The final and most apposite reason she provides for justifying an inquiry into the difference between unjust sex and rape concerns the social imaginary. According to Cahill, the normalization of ambiguity within our social imaginary implies that such ambiguous experiences are distinct from rape and sex. The fact that experiences of “unjust sex” are treated as “normal,” whereas “at least some forms of sexual assault are constructed in the social imaginary as aberrant and worthy of social condemnation” tells us that there are differences between the experiences to be explored (Cahill Reference Cahill2016, 752). Cahill does not clarify or specify the nature of the social imaginary, but she understands the differing locations of unjust sex and rape within it as proof that they are distinct.

It is no surprise that constructions normalizing coercive experiences also treat rape as an extreme and aberrant act. This is the very view that social scientists and feminists since the 1980s sought to challenge and displace with the continuum view of sexual violence. It is doubtful, however, that Gavey would hold unjust sex as entirely categorically distinct from rape, especially if the argumentative basis for their differentiation appeals to a simplistic view of the difference between rape and sex. A close reading of Gavey's work will help explain why.

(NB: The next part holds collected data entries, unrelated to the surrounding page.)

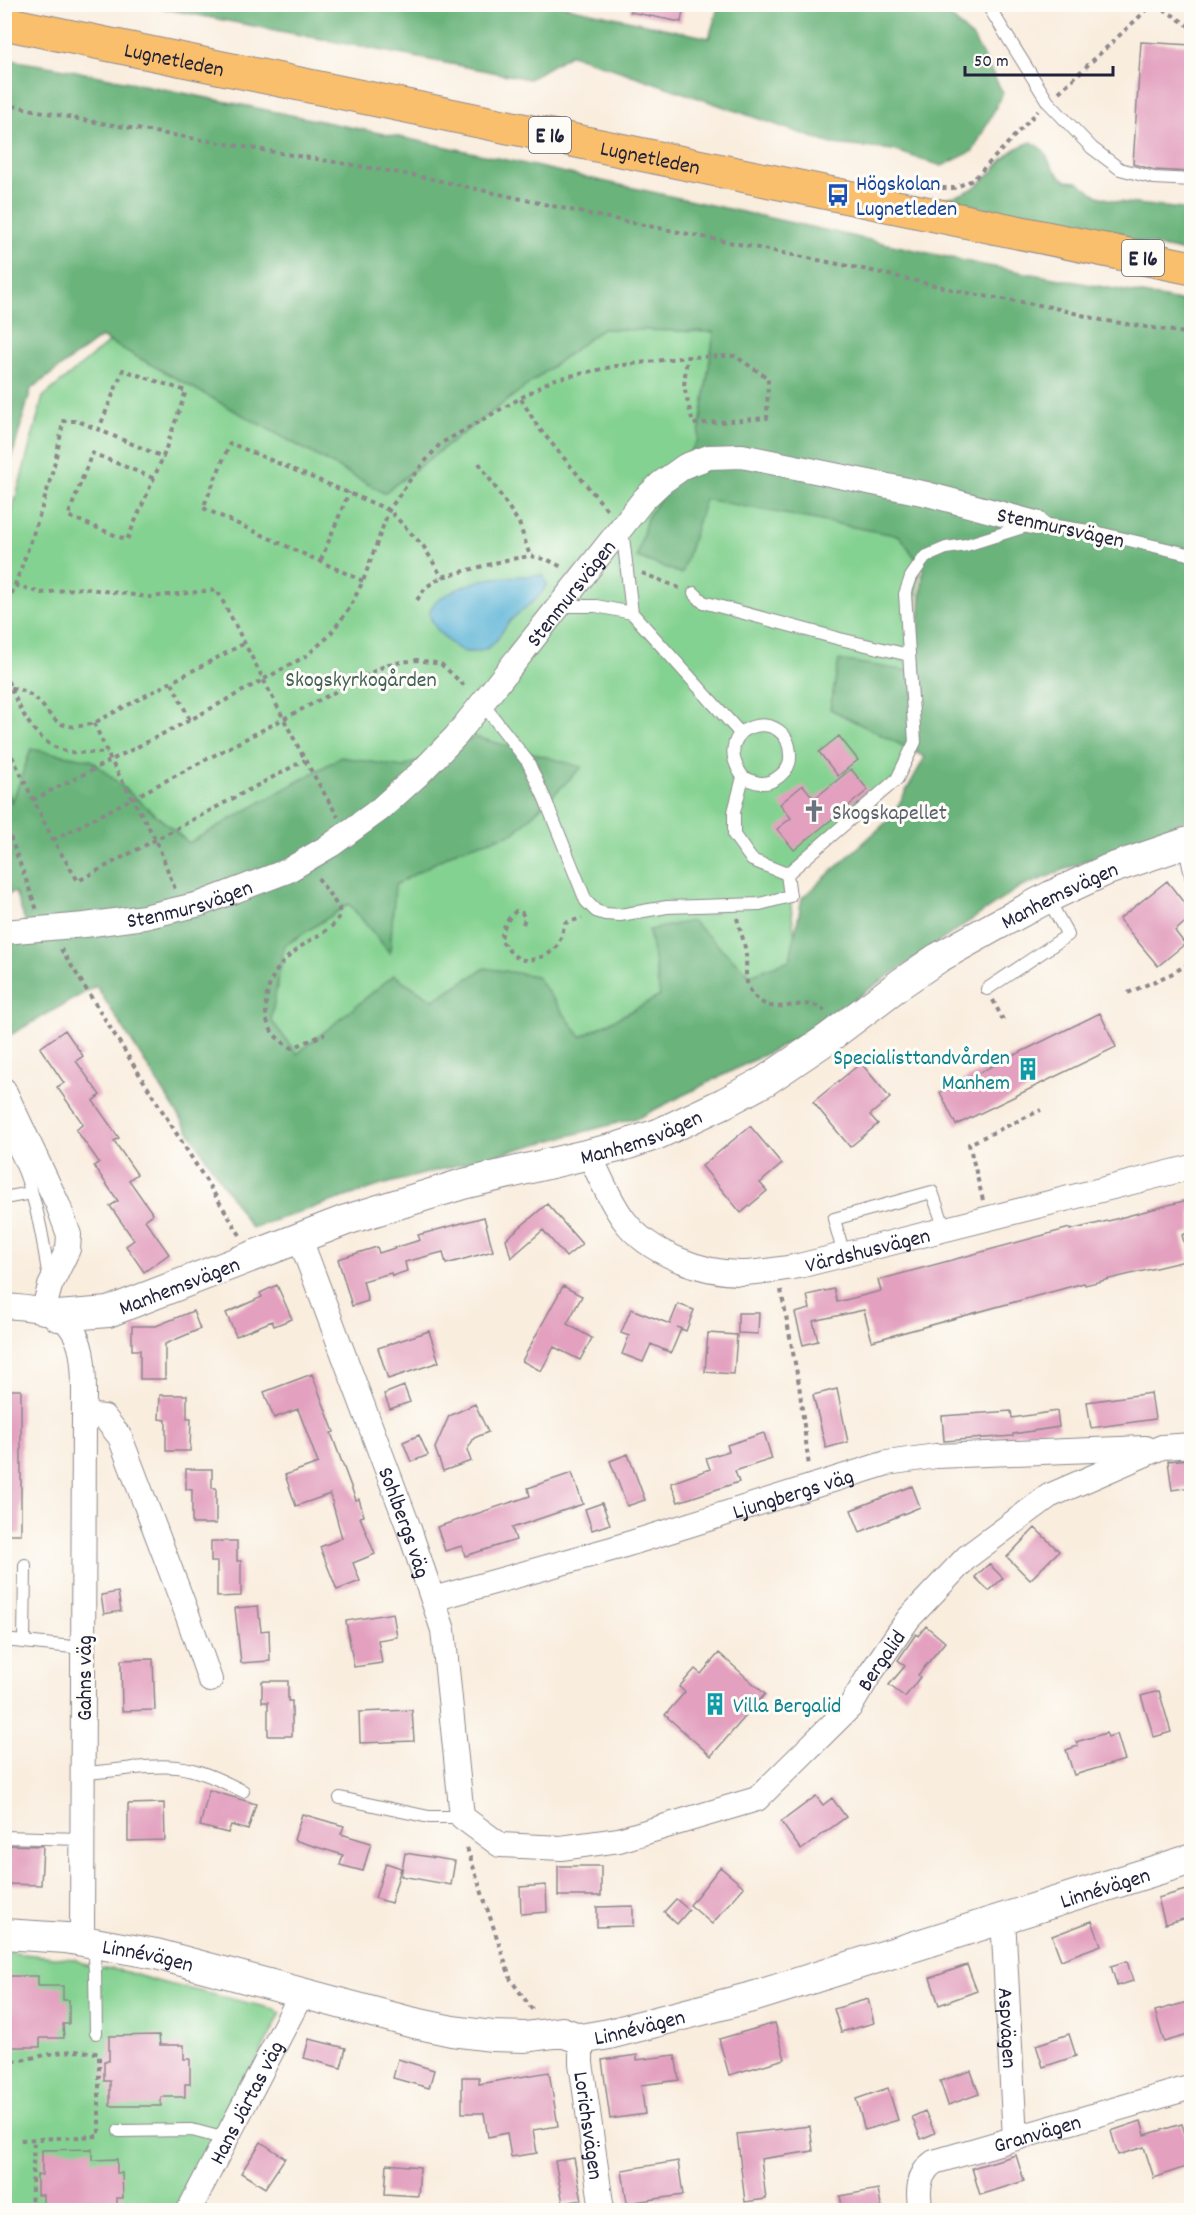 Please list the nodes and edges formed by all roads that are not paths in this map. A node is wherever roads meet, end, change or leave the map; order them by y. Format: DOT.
graph roads {
  1 [pos="987,4"];
  2 [pos="4,23"];
  3 [pos="1191,180"];
  4 [pos="1191,268"];
  5 [pos="1036,523"];
  6 [pos="622,527"];
  7 [pos="1191,555"];
  8 [pos="694,593"];
  9 [pos="560,606"];
  10 [pos="632,614"];
  11 [pos="909,655"];
  12 [pos="482,703"];
  13 [pos="740,733"];
  14 [pos="743,777"];
  15 [pos="1188,842"];
  16 [pos="787,874"];
  17 [pos="1191,880"];
  18 [pos="1047,898"];
  19 [pos="4,932"];
  20 [pos="987,989"];
  21 [pos="4,1090"];
  22 [pos="4,1134"];
  23 [pos="590,1154"];
  24 [pos="1191,1167"];
  25 [pos="31,1193"];
  26 [pos="4,1198"];
  27 [pos="945,1229"];
  28 [pos="300,1239"];
  29 [pos="844,1255"];
  30 [pos="50,1286"];
  31 [pos="4,1306"];
  32 [pos="50,1314"];
  33 [pos="84,1415"];
  34 [pos="1191,1445"];
  35 [pos="1162,1447"];
  36 [pos="25,1565"];
  37 [pos="433,1599"];
  38 [pos="4,1640"];
  39 [pos="24,1642"];
  40 [pos="83,1648"];
  41 [pos="210,1680"];
  42 [pos="82,1773"];
  43 [pos="243,1791"];
  44 [pos="340,1798"];
  45 [pos="462,1817"];
  46 [pos="4,1837"];
  47 [pos="82,1839"];
  48 [pos="1191,1859"];
  49 [pos="1003,1918"];
  50 [pos="4,1934"];
  51 [pos="87,1942"];
  52 [pos="302,1993"];
  53 [pos="96,2033"];
  54 [pos="581,2039"];
  55 [pos="1191,2087"];
  56 [pos="119,2131"];
  57 [pos="1015,2138"];
  58 [pos="226,2139"];
  59 [pos="189,2211"];
  60 [pos="602,2211"];
  61 [pos="921,2211"];
  1 -- 3 [label="lane"];
  2 -- 4 [label="highway, Lugnetleden / E 16"];
  5 -- 6 [label="street, Stenmursvägen"];
  5 -- 7 [label="lane, Stenmursvägen"];
  5 -- 11 [label="lane"];
  6 -- 9 [label="street, Stenmursvägen"];
  6 -- 10 [label="lane"];
  8 -- 11 [label="lane"];
  9 -- 10 [label="lane"];
  9 -- 12 [label="street, Stenmursvägen"];
  10 -- 13 [label="lane"];
  11 -- 16 [label="lane"];
  12 -- 16 [label="lane"];
  12 -- 19 [label="street, Stenmursvägen"];
  13 -- 14 [label="lane"];
  13 -- 14 [label="lane"];
  14 -- 16 [label="lane"];
  15 -- 17 [label="lane"];
  15 -- 18 [label="street, Manhemsvägen"];
  18 -- 20 [label="lane"];
  18 -- 23 [label="street, Manhemsvägen"];
  21 -- 30 [label="street"];
  22 -- 25 [label="lane"];
  23 -- 28 [label="street, Manhemsvägen"];
  23 -- 29 [label="street, Värdshusvägen"];
  24 -- 27 [label="street, Värdshusvägen"];
  25 -- 26 [label="lane"];
  25 -- 30 [label="lane"];
  27 -- 29 [label="street, Värdshusvägen"];
  27 -- 29 [label="lane"];
  28 -- 32 [label="street, Manhemsvägen"];
  28 -- 37 [label="street, Sohlbergs väg"];
  30 -- 32 [label="street"];
  31 -- 32 [label="street, Manhemsvägen"];
  32 -- 33 [label="street, Gahns väg"];
  33 -- 40 [label="street, Gahns väg"];
  33 -- 41 [label="street"];
  34 -- 35 [label="street, Bergalid"];
  35 -- 37 [label="street, Ljungbergs väg"];
  35 -- 45 [label="street, Bergalid"];
  36 -- 39 [label="lane"];
  37 -- 45 [label="street, Sohlbergs väg"];
  38 -- 39 [label="lane"];
  39 -- 40 [label="lane"];
  40 -- 42 [label="street, Gahns väg"];
  42 -- 43 [label="lane"];
  42 -- 47 [label="street, Gahns väg"];
  44 -- 45 [label="lane"];
  46 -- 47 [label="lane"];
  47 -- 51 [label="street, Gahns väg"];
  48 -- 49 [label="street, Linnévägen"];
  49 -- 54 [label="street, Linnévägen"];
  49 -- 57 [label="street, Aspvägen"];
  50 -- 51 [label="street, Linnévägen"];
  51 -- 52 [label="street, Linnévägen"];
  51 -- 53 [label="lane"];
  52 -- 54 [label="street, Linnévägen"];
  52 -- 58 [label="street, Hans Järtas väg"];
  54 -- 60 [label="street, Lorichsvägen"];
  55 -- 57 [label="street, Granvägen"];
  56 -- 58 [label="lane"];
  57 -- 61 [label="street, Granvägen"];
  58 -- 59 [label="street, Hans Järtas väg"];
}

One of the central claims of Gavey's book, Just Sex? The Cultural Scaffolding of Rape, is that a lot of what people regard as “just sex” actually comprises a whole range of ambiguous, gray-area experiences—or “unjust sex”—that provide a smokescreen for justifying rape. Gavey is not thereby claiming that normative forms of sex are identical with rape, nor is she claiming that normative forms of sex (things we are told are “just sex”) are never rape (Gavey Reference Gavey2019, 2). In fact, Gavey criticizes Cahill's earlier work (Cahill Reference Cahill2001) for maintaining a clear-cut distinction between rape and consensual sex. Gavey emphasizes the thesis of her book in contrast to Cahill's claim:

[Cahill's] distinction overlooks a whole realm of sexual experience that falls uncomfortably into the cracks between these two possibilities. Unfortunately, I think the evidence suggests that this distinction [between sex and rape] is all too often not at all clear cut. The problem, as feminists in the 1970s began to argue, lies in the way that normative heterosex is patterned or scripted in ways that permit far too much ambiguity over distinctions between what rape is and what is just sex. (Gavey Reference Gavey2019, 2)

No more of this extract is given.